Figure 3—figure supplement 1. VP3 localizes to the mitochondria and induces MAVS degradation.

(A) MA104 cells were transfected with GFP-tagged RRV NSP1, NSP4 or VP4 for 72 hr and subject to sorting for GFP positive and negative cells. The levels of MAVS, IRF3, GFP and GAPDH were determined by western blot. Note that RV VP4 is cleaved into N-terminal VP8* and C-terminal VP5*. GFP tags are constructed on the amino terminus, hence giving the larger band (GFP-VP4) and the smaller band (GFP-VP8*). (B) MA104 cells were infected with reassortant RVs between simian RRV and bovine UK strains (MOI = 3) for 12 hr (top panel). NIH3T3 cells were infected with reassortant RVs between simian RRV and murine ETD strains (MOI = 3) for 12 hr (bottom panel). The levels of MAVS, VP6 and GAPDH were measured for both experiments. The genetic reassortment in different RV strains was illustrated in the table (R: RRV; E: EW). The red box highlights the RV gene three that encodes viral protein VP3. (C) Recombinant Flag-tagged MAVS and His-tagged VP3 proteins were purified from CHO-S cell lines and examined by Coomassie staining. Immunoprecipitation was performed using purified Flag-MAVS and an increase dose of His-VP3 with an anti-Flag antibody. The pull-down lysates and IP input were examined by western blot using anti-Flag and anti-His antibodies. (D) MA104 cells were transfected with GFP-tagged RRV VP3 (WT or N-terminal mutant K172*) or RRV NSP1 for 48 hr. The localization of MAVS and viral proteins were examined by confocal microscopy. Insets are enlarged by red boxes and co-localization of MAVS and viral protein is presented as yellow dots, as indicated by white arrows in the merged panel. Scale bar: 10 μm. (E) MA104 cells were infected with RRV (MOI = 3) for 12 hpi in the presence of phosphodiesterase inhibitors. (caf: caffeic acid; IBMX: 3-isobutyl-1-methylxanthine; AmPhy: aminophylline). (F) MA104 cells were transfected with siRNA against indicated E3 ubiquitin ligases for 48 hr and infected with RRV (MOI = 3) for 12 hr with or without inhibitor treatment (MLN: MLN4924; MG: MG132).

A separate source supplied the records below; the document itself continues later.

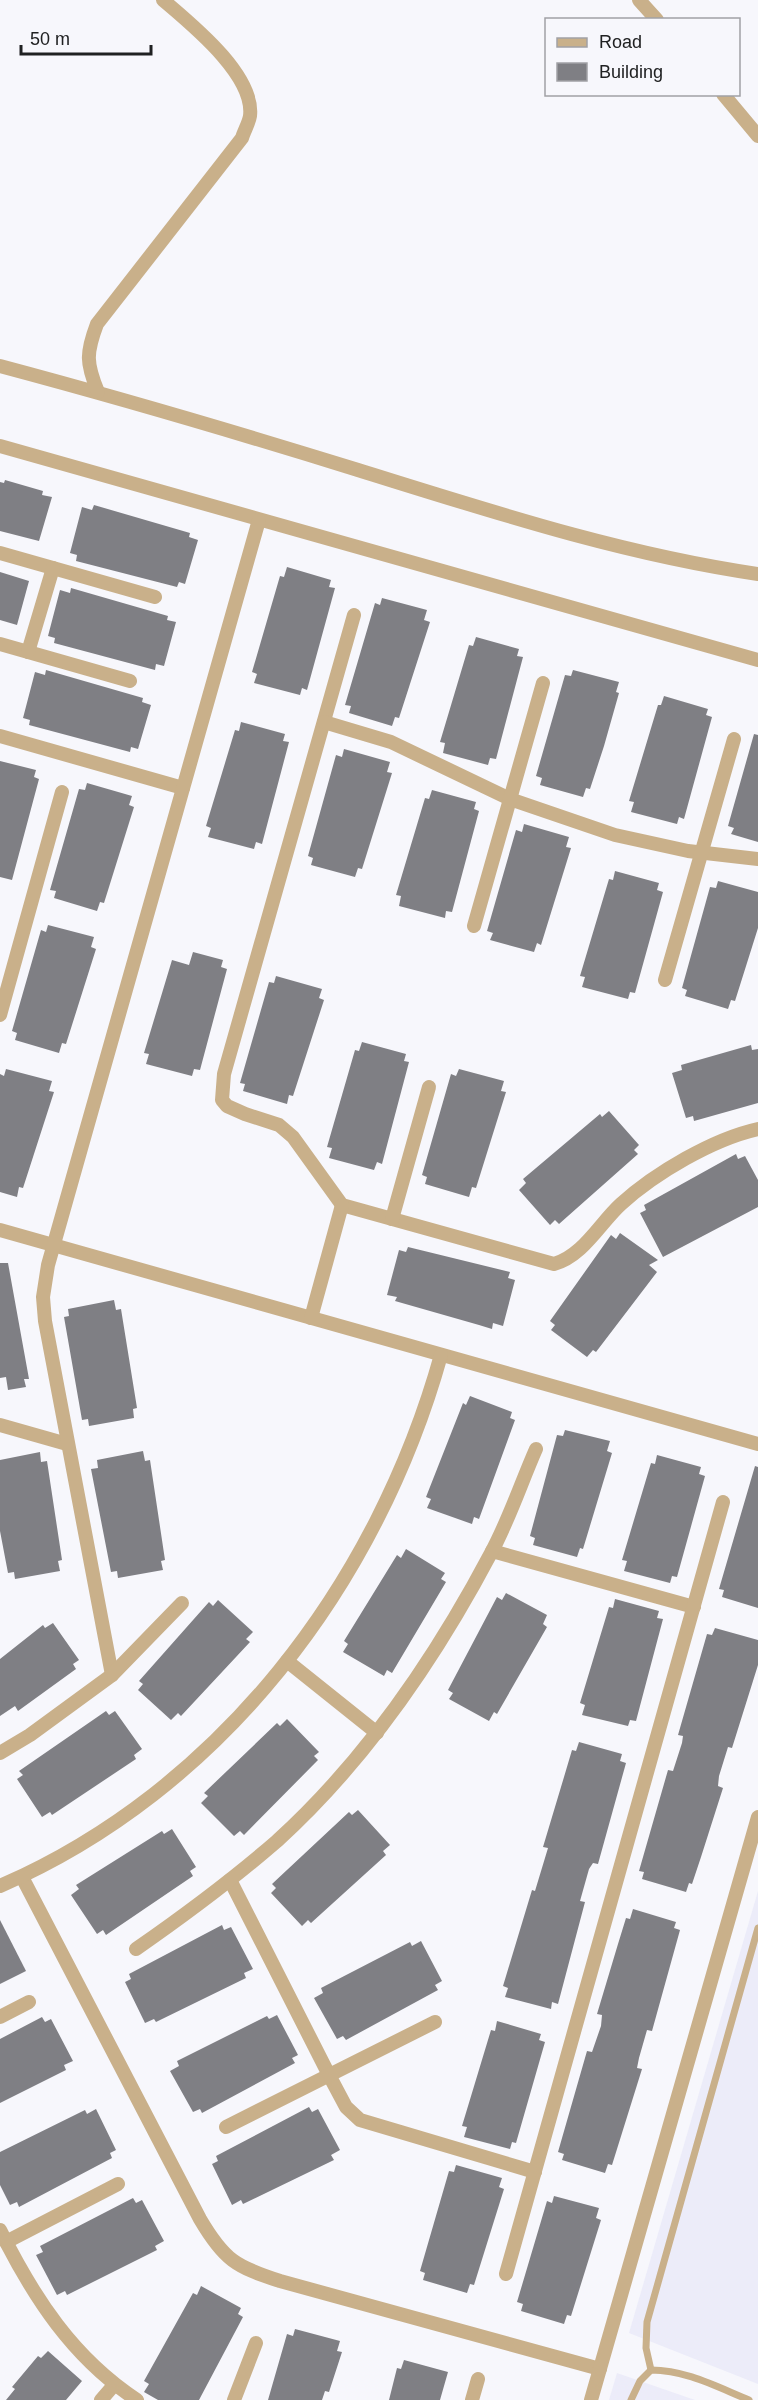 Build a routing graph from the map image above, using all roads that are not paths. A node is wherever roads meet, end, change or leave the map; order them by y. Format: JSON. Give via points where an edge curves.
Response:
{"nodes":[{"id":1,"x":163,"y":0,"type":"edge"},
{"id":2,"x":639,"y":0,"type":"edge"},
{"id":3,"x":655,"y":18,"type":"edge"},
{"id":4,"x":725,"y":96,"type":"edge"},
{"id":5,"x":758,"y":136,"type":"edge"},
{"id":6,"x":0,"y":366,"type":"edge"},
{"id":7,"x":98,"y":392,"type":"junction"},
{"id":8,"x":0,"y":446,"type":"edge"},
{"id":9,"x":259,"y":520,"type":"junction"},
{"id":10,"x":0,"y":553,"type":"edge"},
{"id":11,"x":53,"y":568,"type":"junction"},
{"id":12,"x":758,"y":574,"type":"edge"},
{"id":13,"x":155,"y":597,"type":"dead end"},
{"id":14,"x":354,"y":615,"type":"dead end"},
{"id":15,"x":0,"y":644,"type":"edge"},
{"id":16,"x":28,"y":652,"type":"junction"},
{"id":17,"x":758,"y":660,"type":"edge"},
{"id":18,"x":130,"y":681,"type":"dead end"},
{"id":19,"x":543,"y":683,"type":"dead end"},
{"id":20,"x":324,"y":722,"type":"junction"},
{"id":21,"x":0,"y":736,"type":"edge"},
{"id":22,"x":734,"y":739,"type":"dead end"},
{"id":23,"x":183,"y":788,"type":"junction"},
{"id":24,"x":62,"y":792,"type":"dead end"},
{"id":25,"x":510,"y":799,"type":"junction"},
{"id":26,"x":701,"y":853,"type":"junction"},
{"id":27,"x":758,"y":859,"type":"edge"},
{"id":28,"x":474,"y":926,"type":"dead end"},
{"id":29,"x":665,"y":980,"type":"dead end"},
{"id":30,"x":0,"y":1015,"type":"edge"},
{"id":31,"x":429,"y":1087,"type":"dead end"},
{"id":32,"x":758,"y":1130,"type":"edge"},
{"id":33,"x":342,"y":1205,"type":"junction"},
{"id":34,"x":392,"y":1219,"type":"junction"},
{"id":35,"x":0,"y":1230,"type":"edge"},
{"id":36,"x":54,"y":1245,"type":"junction"},
{"id":37,"x":311,"y":1317,"type":"junction"},
{"id":38,"x":441,"y":1355,"type":"junction"},
{"id":39,"x":0,"y":1425,"type":"edge"},
{"id":40,"x":67,"y":1444,"type":"junction"},
{"id":41,"x":758,"y":1444,"type":"edge"},
{"id":42,"x":536,"y":1449,"type":"dead end"},
{"id":43,"x":723,"y":1502,"type":"dead end"},
{"id":44,"x":492,"y":1551,"type":"junction"},
{"id":45,"x":182,"y":1603,"type":"dead end"},
{"id":46,"x":694,"y":1607,"type":"junction"},
{"id":47,"x":288,"y":1661,"type":"junction"},
{"id":48,"x":112,"y":1675,"type":"junction"},
{"id":49,"x":377,"y":1733,"type":"junction"},
{"id":50,"x":0,"y":1752,"type":"edge"},
{"id":51,"x":758,"y":1817,"type":"edge"},
{"id":52,"x":22,"y":1877,"type":"junction"},
{"id":53,"x":230,"y":1880,"type":"junction"},
{"id":54,"x":0,"y":1886,"type":"edge"},
{"id":55,"x":758,"y":1929,"type":"edge"},
{"id":56,"x":136,"y":1949,"type":"dead end"},
{"id":57,"x":29,"y":2002,"type":"dead end"},
{"id":58,"x":0,"y":2017,"type":"edge"},
{"id":59,"x":435,"y":2022,"type":"dead end"},
{"id":60,"x":329,"y":2075,"type":"junction"},
{"id":61,"x":226,"y":2127,"type":"dead end"},
{"id":62,"x":535,"y":2172,"type":"junction"},
{"id":63,"x":118,"y":2184,"type":"dead end"},
{"id":64,"x":3,"y":2236,"type":"edge"},
{"id":65,"x":506,"y":2274,"type":"dead end"},
{"id":66,"x":256,"y":2343,"type":"dead end"},
{"id":67,"x":600,"y":2369,"type":"junction"},
{"id":68,"x":651,"y":2370,"type":"junction"},
{"id":69,"x":478,"y":2379,"type":"dead end"},
{"id":70,"x":114,"y":2385,"type":"junction"},
{"id":71,"x":101,"y":2400,"type":"edge"},
{"id":72,"x":137,"y":2400,"type":"edge"},
{"id":73,"x":234,"y":2400,"type":"edge"},
{"id":74,"x":472,"y":2400,"type":"edge"},
{"id":75,"x":591,"y":2400,"type":"edge"},
{"id":76,"x":632,"y":2400,"type":"edge"},
{"id":77,"x":749,"y":2400,"type":"edge"}],
"edges":[{"from":1,"to":7,"type":"street","via":[[240,78],[250,116],[242,138],[97,324],[88,347],[88,368]]},
{"from":2,"to":3,"type":"street"},
{"from":4,"to":5,"type":"street"},
{"from":6,"to":7,"type":"street"},
{"from":7,"to":12,"type":"street","via":[[532,524],[655,556]]},
{"from":8,"to":9,"type":"street"},
{"from":9,"to":17,"type":"street"},
{"from":9,"to":23,"type":"street"},
{"from":10,"to":11,"type":"street"},
{"from":11,"to":13,"type":"street"},
{"from":11,"to":16,"type":"street"},
{"from":14,"to":20,"type":"street"},
{"from":15,"to":16,"type":"street"},
{"from":16,"to":18,"type":"street"},
{"from":19,"to":25,"type":"street"},
{"from":20,"to":25,"type":"street","via":[[391,742]]},
{"from":20,"to":33,"type":"street","via":[[221,1094],[227,1106],[279,1125],[293,1137]]},
{"from":21,"to":23,"type":"street"},
{"from":22,"to":26,"type":"street"},
{"from":23,"to":36,"type":"street"},
{"from":24,"to":30,"type":"street"},
{"from":25,"to":26,"type":"street","via":[[615,835]]},
{"from":25,"to":28,"type":"street"},
{"from":26,"to":27,"type":"street"},
{"from":26,"to":29,"type":"street"},
{"from":31,"to":34,"type":"street"},
{"from":32,"to":34,"type":"street","via":[[745,1132],[679,1163],[622,1203],[572,1256],[554,1264]]},
{"from":33,"to":34,"type":"street"},
{"from":33,"to":37,"type":"street"},
{"from":35,"to":36,"type":"street"},
{"from":36,"to":37,"type":"street"},
{"from":36,"to":40,"type":"street","via":[[43,1297]]},
{"from":37,"to":38,"type":"street"},
{"from":38,"to":41,"type":"street"},
{"from":38,"to":47,"type":"street","via":[[422,1416],[379,1518],[346,1577]]},
{"from":39,"to":40,"type":"street"},
{"from":40,"to":48,"type":"street"},
{"from":42,"to":44,"type":"street"},
{"from":43,"to":46,"type":"street"},
{"from":44,"to":46,"type":"street"},
{"from":44,"to":49,"type":"street","via":[[440,1644]]},
{"from":45,"to":48,"type":"street"},
{"from":46,"to":62,"type":"street"},
{"from":47,"to":49,"type":"street"},
{"from":47,"to":52,"type":"street","via":[[218,1739],[160,1789],[97,1834]]},
{"from":48,"to":50,"type":"street"},
{"from":49,"to":53,"type":"street","via":[[314,1805]]},
{"from":51,"to":67,"type":"street"},
{"from":52,"to":54,"type":"street"},
{"from":52,"to":67,"type":"street","via":[[200,2220],[232,2262],[272,2278]]},
{"from":53,"to":56,"type":"street"},
{"from":53,"to":60,"type":"street"},
{"from":55,"to":68,"type":"lane","via":[[647,2322],[646,2348]]},
{"from":57,"to":58,"type":"street"},
{"from":59,"to":60,"type":"street"},
{"from":60,"to":61,"type":"street"},
{"from":60,"to":62,"type":"street","via":[[346,2107],[360,2120]]},
{"from":62,"to":65,"type":"street"},
{"from":63,"to":64,"type":"street"},
{"from":64,"to":70,"type":"street","via":[[62,2334]]},
{"from":66,"to":73,"type":"street"},
{"from":67,"to":75,"type":"street"},
{"from":68,"to":76,"type":"lane","via":[[639,2381]]},
{"from":68,"to":77,"type":"lane","via":[[687,2375]]},
{"from":69,"to":74,"type":"street"},
{"from":70,"to":71,"type":"street"},
{"from":70,"to":72,"type":"street"}]} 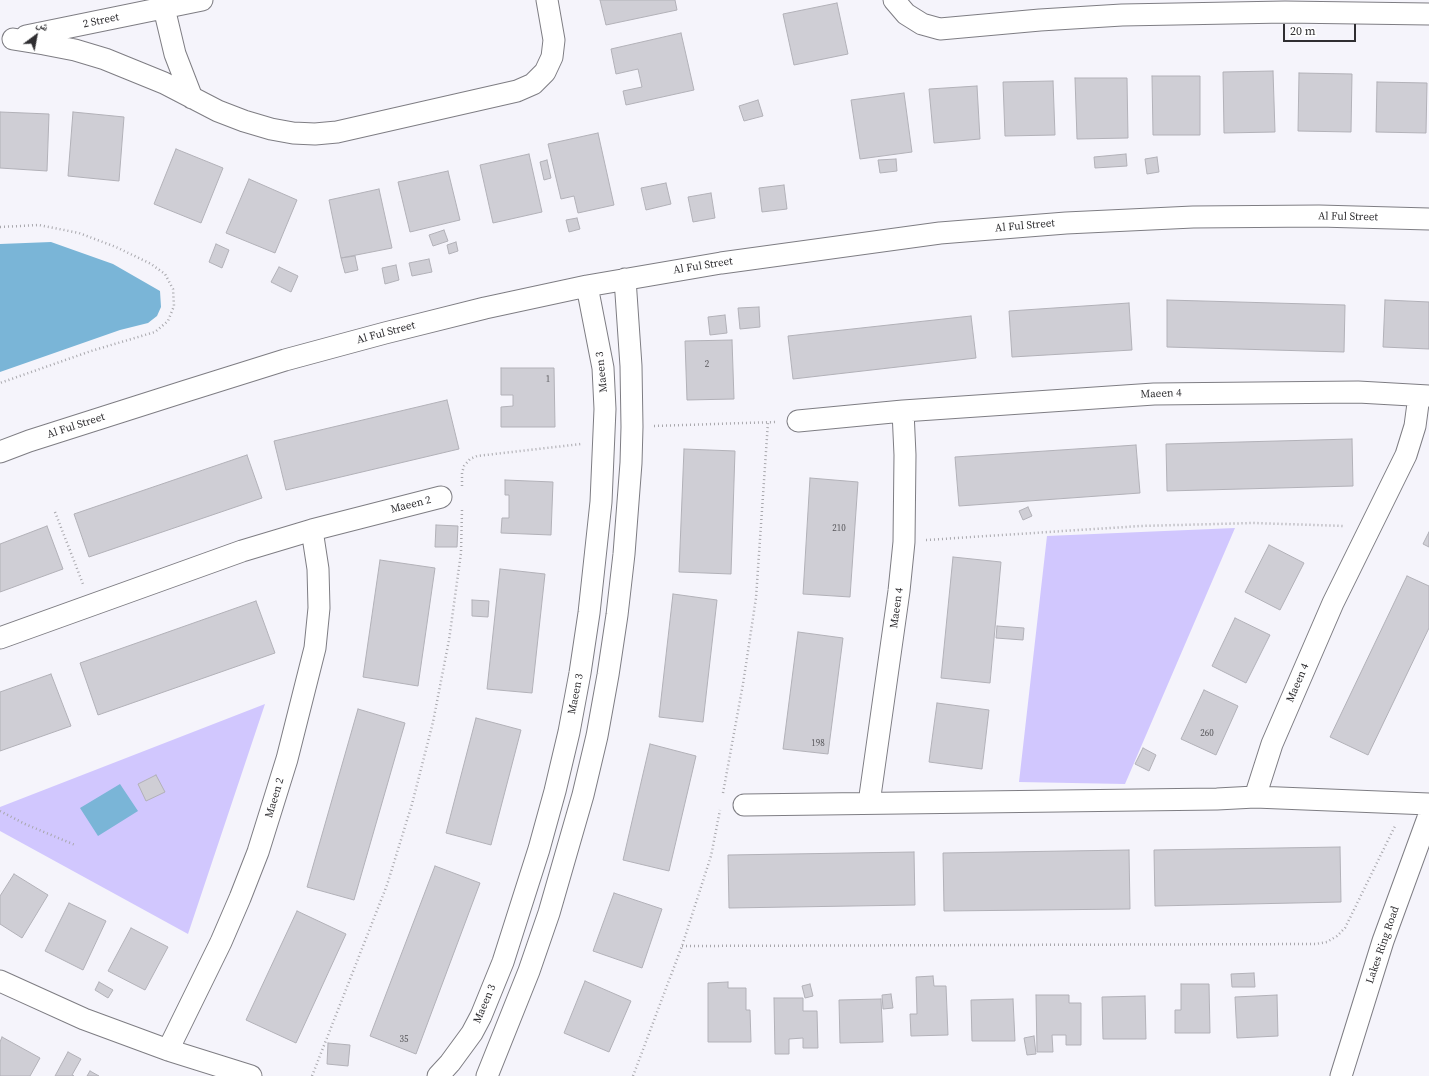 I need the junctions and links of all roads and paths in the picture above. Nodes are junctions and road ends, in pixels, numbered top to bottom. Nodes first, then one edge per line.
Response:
1 (202, 0) edge
2 (547, 0) edge
3 (894, 0) edge
4 (164, 8) junction
5 (1429, 14) edge
6 (6, 40) edge
7 (192, 98) junction
8 (1429, 219) edge
9 (0, 227) edge
10 (625, 279) junction
11 (587, 286) junction
12 (0, 383) edge
13 (1424, 396) edge
14 (903, 411) junction
15 (768, 422) junction
16 (798, 422) joint
17 (632, 427) junction
18 (603, 442) junction
19 (0, 452) edge
20 (462, 493) dead end
21 (441, 497) dead end
22 (462, 508) dead end
23 (55, 512) dead end
24 (1371, 526) junction
25 (312, 530) junction
26 (904, 542) junction
27 (91, 605) junction
28 (0, 638) edge
29 (723, 795) dead end
30 (1255, 797) junction
31 (869, 803) junction
32 (1406, 803) junction
33 (1429, 804) edge
34 (744, 805) dead end
35 (720, 809) dead end
36 (0, 811) edge
37 (1429, 815) edge
38 (75, 845) dead end
39 (682, 946) junction
40 (0, 981) edge
41 (168, 1050) junction
42 (251, 1076) edge
43 (312, 1076) edge
44 (438, 1076) edge
45 (486, 1076) edge
46 (633, 1076) edge
47 (1341, 1076) edge

1 - 4 street, 2 Street
2 - 7 street
3 - 5 street
4 - 6 street, 2 Street
4 - 7 street
6 - 7 street
8 - 10 street, Al Ful Street
9 - 12 path
10 - 11 street, Al Ful Street
10 - 17 street
11 - 18 street, Maeen 3
11 - 19 street, Al Ful Street
13 - 14 street, Maeen 4
13 - 24 street, Maeen 4
14 - 16 street, Maeen 4
14 - 26 street, Maeen 4
15 - 16 path
15 - 17 path
15 - 29 path
17 - 45 street
18 - 20 path
18 - 44 street, Maeen 3
21 - 25 street, Maeen 2
22 - 43 path
23 - 27 path
24 - 26 path
24 - 30 street, Maeen 4
25 - 27 street, Maeen 2
25 - 41 street, Maeen 2
26 - 31 street, Maeen 4
27 - 28 street, Maeen 2
30 - 31 street
30 - 32 street
31 - 34 street
32 - 33 street
32 - 39 path
35 - 39 path
36 - 38 path
37 - 47 street, Lakes Ring Road
39 - 46 path
40 - 41 street
41 - 42 street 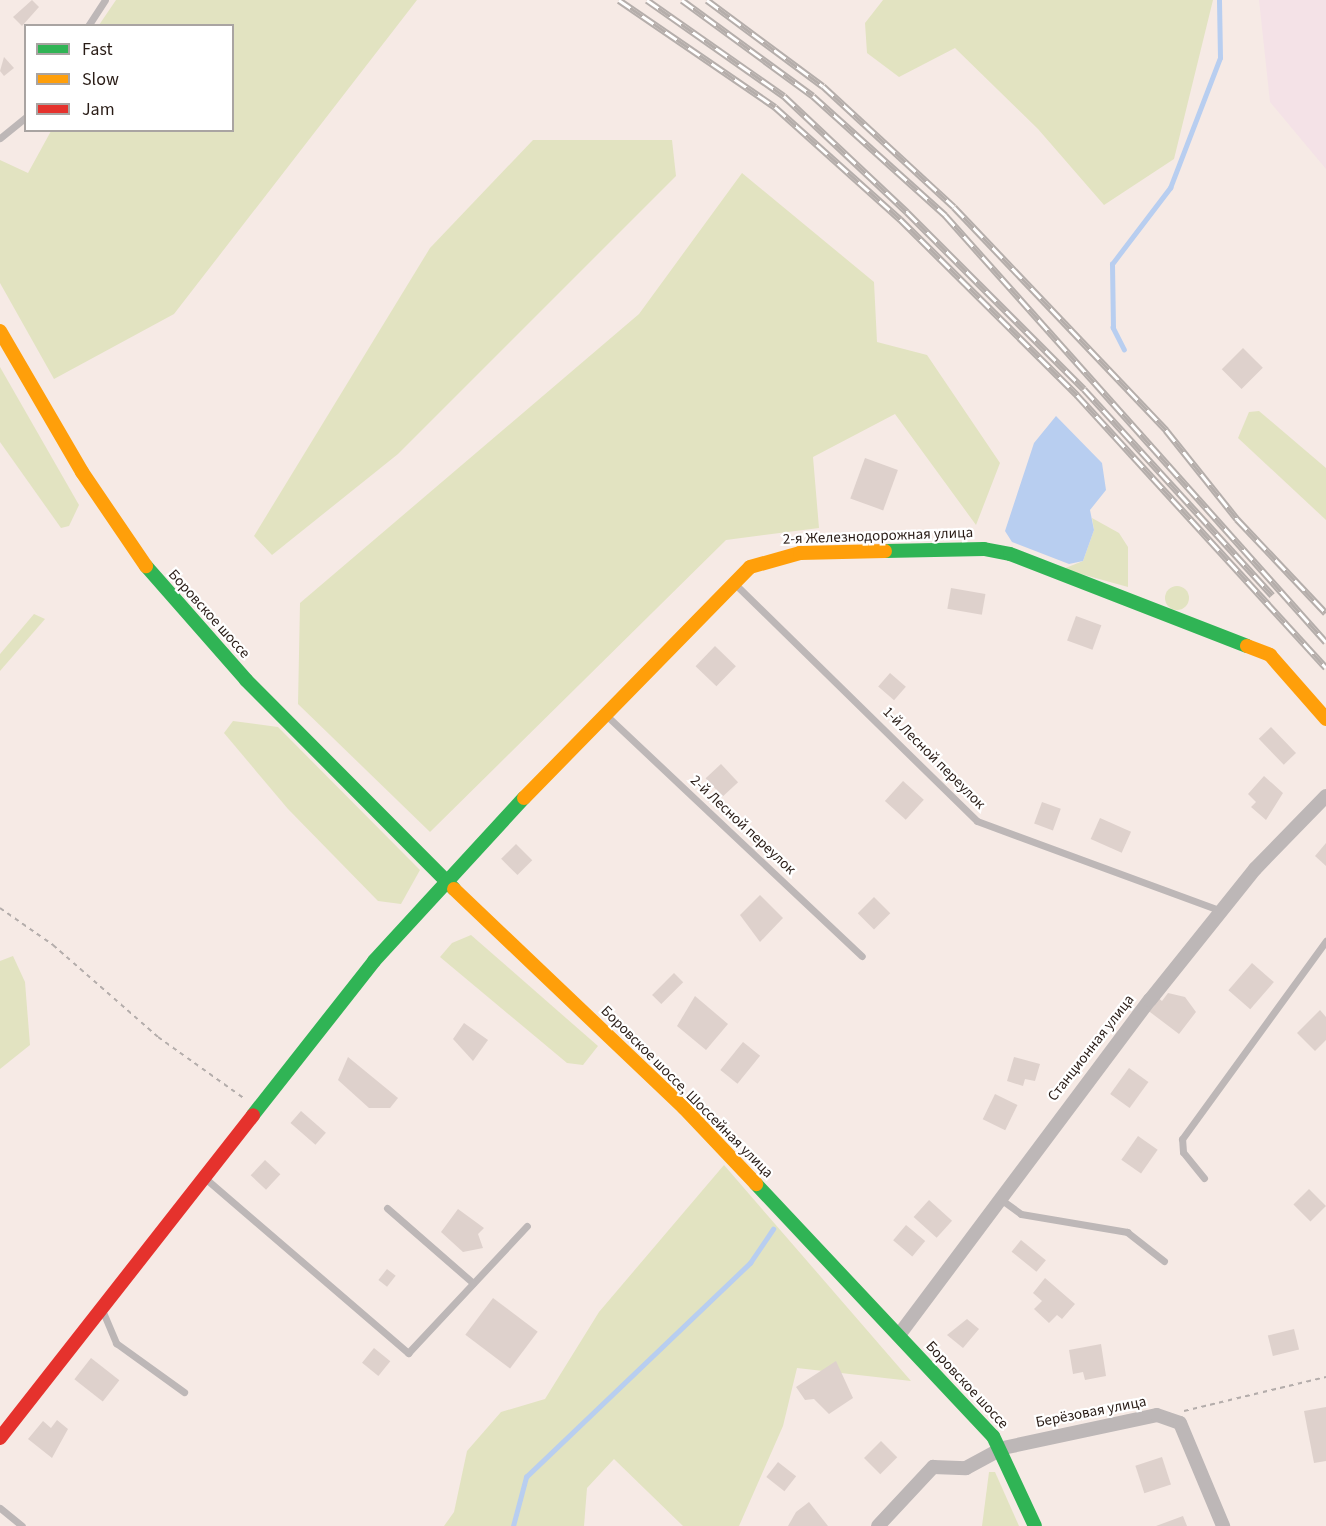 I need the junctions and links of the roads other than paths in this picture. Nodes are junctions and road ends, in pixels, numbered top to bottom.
1 (105, 0) edge
2 (89, 24) edge
3 (24, 119) edge
4 (0, 138) edge
5 (0, 330) edge
6 (734, 583) junction
7 (605, 714) junction
8 (1326, 719) edge
9 (1326, 796) edge
10 (444, 879) junction
11 (1222, 911) junction
12 (1326, 941) edge
13 (862, 956) dead end
14 (204, 1177) junction
15 (1204, 1178) dead end
16 (999, 1198) junction
17 (387, 1208) dead end
18 (527, 1226) dead end
19 (1164, 1261) dead end
20 (473, 1283) junction
21 (102, 1308) junction
22 (899, 1335) junction
23 (184, 1392) dead end
24 (0, 1438) edge
25 (1003, 1448) junction
26 (0, 1509) edge
27 (22, 1526) edge
28 (878, 1526) edge
29 (1035, 1526) edge
30 (1223, 1526) edge

1 - 2 lane
3 - 4 lane
5 - 10 street, Боровское шоссе
6 - 7 street, 2-я Железнодорожная улица
6 - 8 street, 2-я Железнодорожная улица
6 - 11 lane, 1-й Лесной переулок
7 - 10 street, 2-я Железнодорожная улица
7 - 13 lane, 2-й Лесной переулок
9 - 11 street, Станционная улица
10 - 14 street, 2-я Железнодорожная улица
10 - 22 street, Боровское шоссе, Шоссейная улица
11 - 16 street, Станционная улица
12 - 15 lane
14 - 20 lane
14 - 21 street, 2-я Железнодорожная улица
16 - 19 lane
16 - 22 street, Станционная улица
17 - 20 lane
18 - 20 lane
21 - 23 lane
21 - 24 street, 2-я Железнодорожная улица
22 - 25 street, Боровское шоссе
25 - 28 street, Берёзовая улица
25 - 29 street, Боровское шоссе
25 - 30 street, Берёзовая улица
26 - 27 lane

The lysates were harvested and examined by western blot for the levels of MAVS and GAPDH. (G) MA104 cells were transfected with siRNA against indicated MAVS-interacting host proteins 48 hr and infected with RRV (MOI = 3) for 12 hr. The levels of MAVS and GAPDH were measured by western blot. For all figures, experiments were repeated at least three times.